La promessa elettorale che Trump ha rispettato in maniera più fedele è stata la nomina di centinaia di giudici di orientamento conservatore nei tribunali federali e soprattutto alla Corte Suprema, dove ne ha scelti addirittura tre, spostando decisamente a destra la Corte almeno per i prossimi vent’anni. Decisioni del genere lo hanno probabilmente aiutato con l’elettorato più religioso, e in generale con gli elettori conservatori scettici o critici con le qualità personali e caratteriali di Trump: i suoi tweet saranno pure imbarazzanti, pensano molti conservatori americani, ma Trump ha fatto quello che ci si aspettava da un presidente conservatore.

Trump ha largamente mantenuto anche un’altra promessa, fatta soprattutto per convincere la classe operaia soprattutto bianca degli Stati Uniti: cancellare gli accordi commerciali che avevano esposto le aziende americane alla concorrenza dei paesi stranieri e in certi casi consentito di delocalizzare le fabbriche nei paesi in via di sviluppo. Trump ha ritirato gli Stati Uniti dal Trans-Pacific Partnership (TPP), un grosso accordo commerciale fra paesi che si affacciano sull’oceano Pacifico che aveva lo scopo di arginare l’influenza cinese, ha cambiato alcune parti del NAFTA, l’accordo commerciale con Messico e Canada, e soprattutto ha avviato una guerra commerciale con la Cina che continua ancora oggi. Al momento non è chiaro se i futuri eventuali benefici supereranno gli attuali svantaggi, e la guerra è ancora aperta e lontana dall’essere risolta, con grosse conseguenze sull’economia globale: ma molti elettori conservatori chiedevano da tempo queste mosse, e Trump li ha accontentati.

Negli ultimi quattro anni, però, Trump non ha mantenuto un sacco di promesse che aveva fatto in campagna elettorale, fra cui cancellare e rimpiazzare la riforma sanitaria di Barack Obama, investire decine di miliardi di dollari nella rete nazionale di infrastrutture, espellere tutti gli immigrati irregolari, eliminare lo ius soli, ritirare quante più truppe possibili dal Medio Oriente. Il tutto nonostante per due anni su quattro il suo partito abbia controllato sia la Camera che il Senato.

Sul suo mandato peserà moltissimo, inoltre, la gestione della pandemia da coronavirus, che Trump ha minimizzato fin dall’inizio, rifiutandosi di promuovere comportamenti consapevoli e l’utilizzo dei dispositivi di protezione più comune, a partire dalla mascherina, e infine ha sostanzialmente delegato ai singoli stati, criticando i lockdown e promuovendo comportamenti lassisti e criticati come irresponsabili. Al momento gli Stati Uniti sono il paese con il numero di casi confermati e morti più alto al mondo.

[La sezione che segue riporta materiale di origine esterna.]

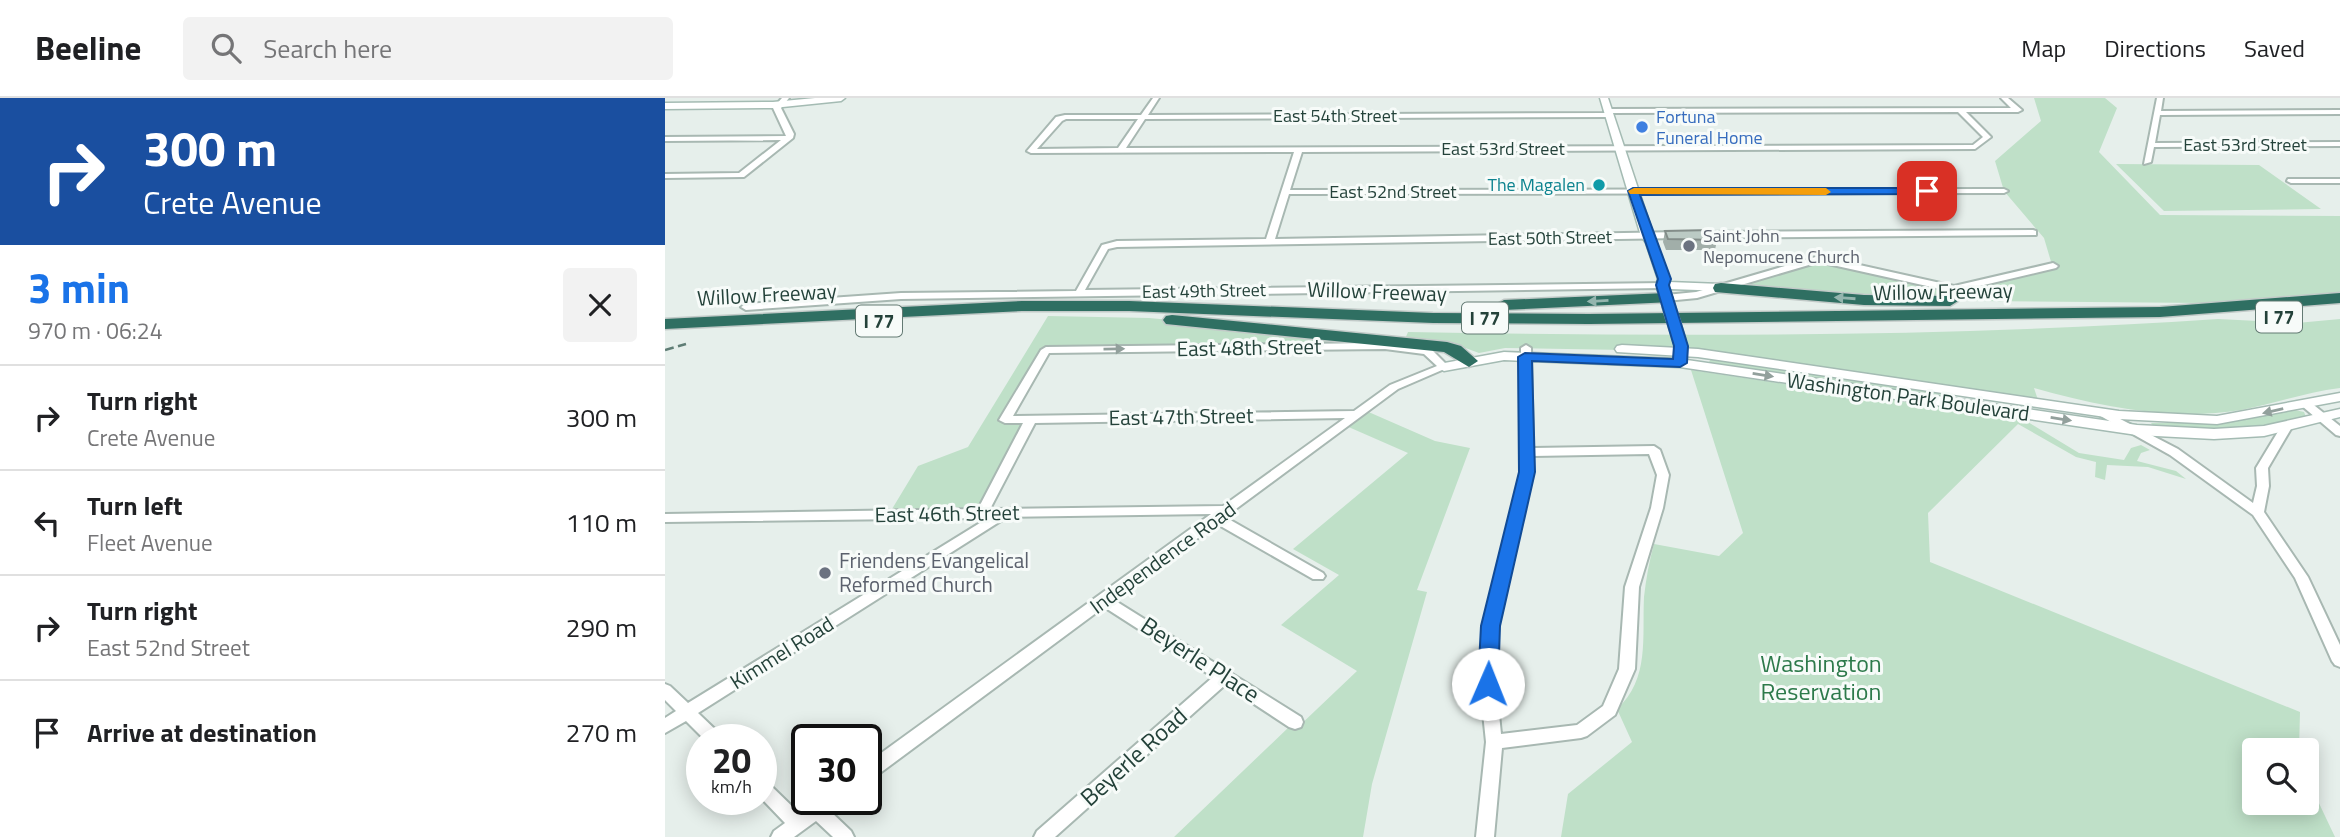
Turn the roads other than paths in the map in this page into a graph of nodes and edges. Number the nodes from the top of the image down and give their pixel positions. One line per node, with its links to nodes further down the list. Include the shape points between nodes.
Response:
1 (841, 98): 6 (street)
2 (1156, 98): 12 (street)
3 (1604, 98): 10 (street)
4 (2004, 98): 8 (street, East 54th Street, via 2018,110)
5 (2160, 98): 11 (street)
6 (783, 101): 7 (street); 13 (street, via 776,108)
7 (665, 106)
8 (1961, 110): 10 (street, East 54th Street); 18 (street, East 53rd Street, via 1987,137 1975,147)
9 (2340, 112): 11 (street)
10 (1609, 113): 12 (street, East 54th Street); 18 (street)
11 (2156, 113): 16 (street)
12 (1143, 117): 19 (street, East 54th Street, via 1062,118); 20 (street)
13 (789, 138): 14 (street); 22 (street, via 741,175)
14 (665, 139)
15 (2340, 144): 16 (street, East 53rd Street)
16 (2151, 145): 21 (street)
17 (1299, 149): 18 (street, East 53rd Street); 20 (street, East 53rd Street); 27 (street)
18 (1620, 149): 25 (street)
19 (1031, 151): 20 (street, East 53rd Street)
20 (1120, 151)
21 (2147, 162)
22 (665, 176)
23 (2291, 181): 24 (street)
24 (2340, 181)
25 (1633, 191): 26 (street, East 52nd Street); 27 (street, East 52nd Street); 29 (street)
26 (2004, 191)
27 (1285, 192): 30 (street)
28 (2033, 233): 29 (street, East 50th Street)
29 (1647, 236): 30 (street, East 50th Street); 34 (street, via 1656,279)
30 (1270, 242): 33 (street, East 50th Street, via 1109,245)
31 (2053, 266): 32 (street, via 1954,289 1819,259)
32 (1721, 288): 34 (street); 36 (highway, one-way to 32, via 1864,300)
33 (1079, 293): 34 (street, East 49th Street); 37 (street, East 49th Street, via 901,296)
34 (1666, 295): 38 (highway, one-way to 38, via 1467,307); 43 (street, bridge)
35 (2340, 298): 36 (highway, Willow Freeway / I 77)
36 (2306, 302): 38 (highway, Willow Freeway / I 77, via 2161,312 1615,319)
37 (746, 307)
38 (1244, 310): 41 (highway, Willow Freeway / I 77, via 1021,306)
39 (2340, 312): 40 (highway, Willow Freeway / I 77, via 2058,323 1597,329)
40 (1149, 318): 42 (highway, Willow Freeway / I 77, via 967,317); 45 (highway, via 1447,347)
41 (665, 324)
42 (665, 333)
43 (1681, 352): 44 (street, Independence Road); 49 (street, Washington Park Boulevard); 56 (street, Washington Park Boulevard, one-way to 56)
44 (1526, 353): 45 (street, Independence Road); 58 (street)
45 (1469, 360): 46 (street, Independence Road)
46 (1444, 367): 51 (street, Independence Road, via 1394,387); 53 (street, East 48th Street, one-way to 46, via 1046,350 1385,346 1427,351)
47 (2340, 397): 48 (street, Washington Park Boulevard)
48 (2306, 404): 49 (street, Washington Park Boulevard, one-way to 49, via 2217,420); 52 (street)
49 (2101, 412): 56 (street, Washington Park Boulevard)
50 (2340, 413): 52 (street, Washington Park Boulevard)
51 (1359, 414): 54 (street, East 47th Street); 62 (street, Independence Road)
52 (2324, 418): 55 (street, Washington Park Boulevard); 57 (street)
53 (1005, 419): 54 (street, East 47th Street)
54 (1031, 419): 60 (street)
55 (2286, 427): 56 (street, Washington Park Boulevard, via 2214,434); 59 (street, via 2262,468)
56 (2137, 430): 59 (street, Washington Park Boulevard)
57 (2340, 432)
58 (1528, 452): 73 (street, via 1490,626 1488,684); 73 (street, via 1654,450 1663,475 1632,587 1627,668 1609,710 1581,731)
59 (2259, 512): 66 (street, Washington Park Boulevard, via 2301,577)
60 (982, 513): 61 (street, East 46th Street); 63 (street, East 46th Street)
61 (1005, 513): 62 (street, East 46th Street); 69 (street, Kimmel Road)
62 (1223, 514): 64 (street); 65 (street, Independence Road)
63 (665, 518)
64 (1318, 576)
65 (1103, 601): 67 (street, Beyerle Place); 74 (street, Independence Road)
66 (2340, 662)
67 (1224, 676): 70 (street, Beyerle Place); 81 (street, Beyerle Road)
68 (665, 690): 69 (street)
69 (688, 713): 71 (street); 72 (street, Kimmel Road)
70 (1295, 722)
71 (699, 724)
72 (665, 726)
73 (1494, 742): 82 (street)
74 (882, 762)
75 (777, 803): 78 (street)
76 (810, 815): 78 (street)
77 (831, 815): 80 (street)
78 (798, 824): 79 (street)
79 (781, 837)
80 (845, 837)
81 (1043, 837)
82 (1485, 837)

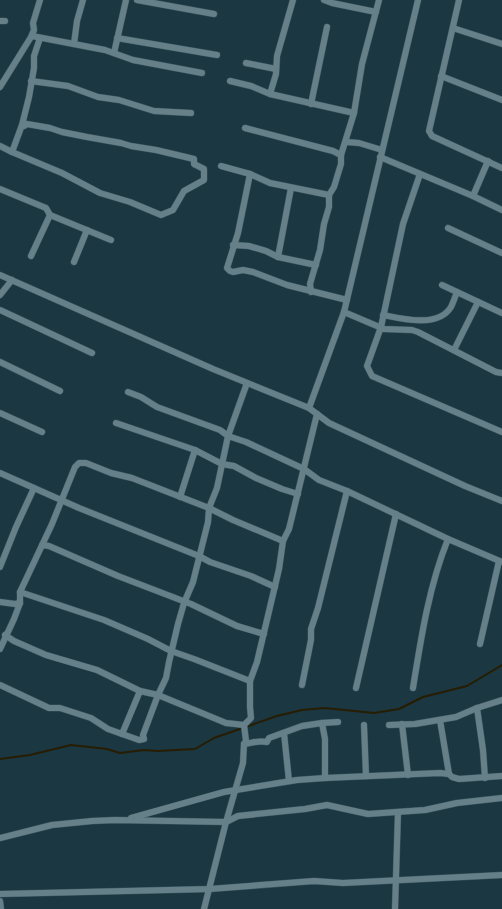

Per certi versi, poi, Trump ha cambiato per sempre il modo di intendere la politica per una generazione di americani: ha passato quattro anni a dire bugie come nessun altro presidente americano del passato – più di 22mila in quattro anni, secondo un calcolo del Washington Post – a diffondere teorie complottiste sui suoi avversari politici, a difendersi dalle accuse di aver molestato decine di donne ed evaso le tasse per molti anni, a difendere gruppi neonazisti di estrema destra, a dire cose semplicemente razziste, misogine o xenofobe: insomma, a rendere sempre più tossico il dibattito politico americano, e radicalizzare le opinioni degli americani.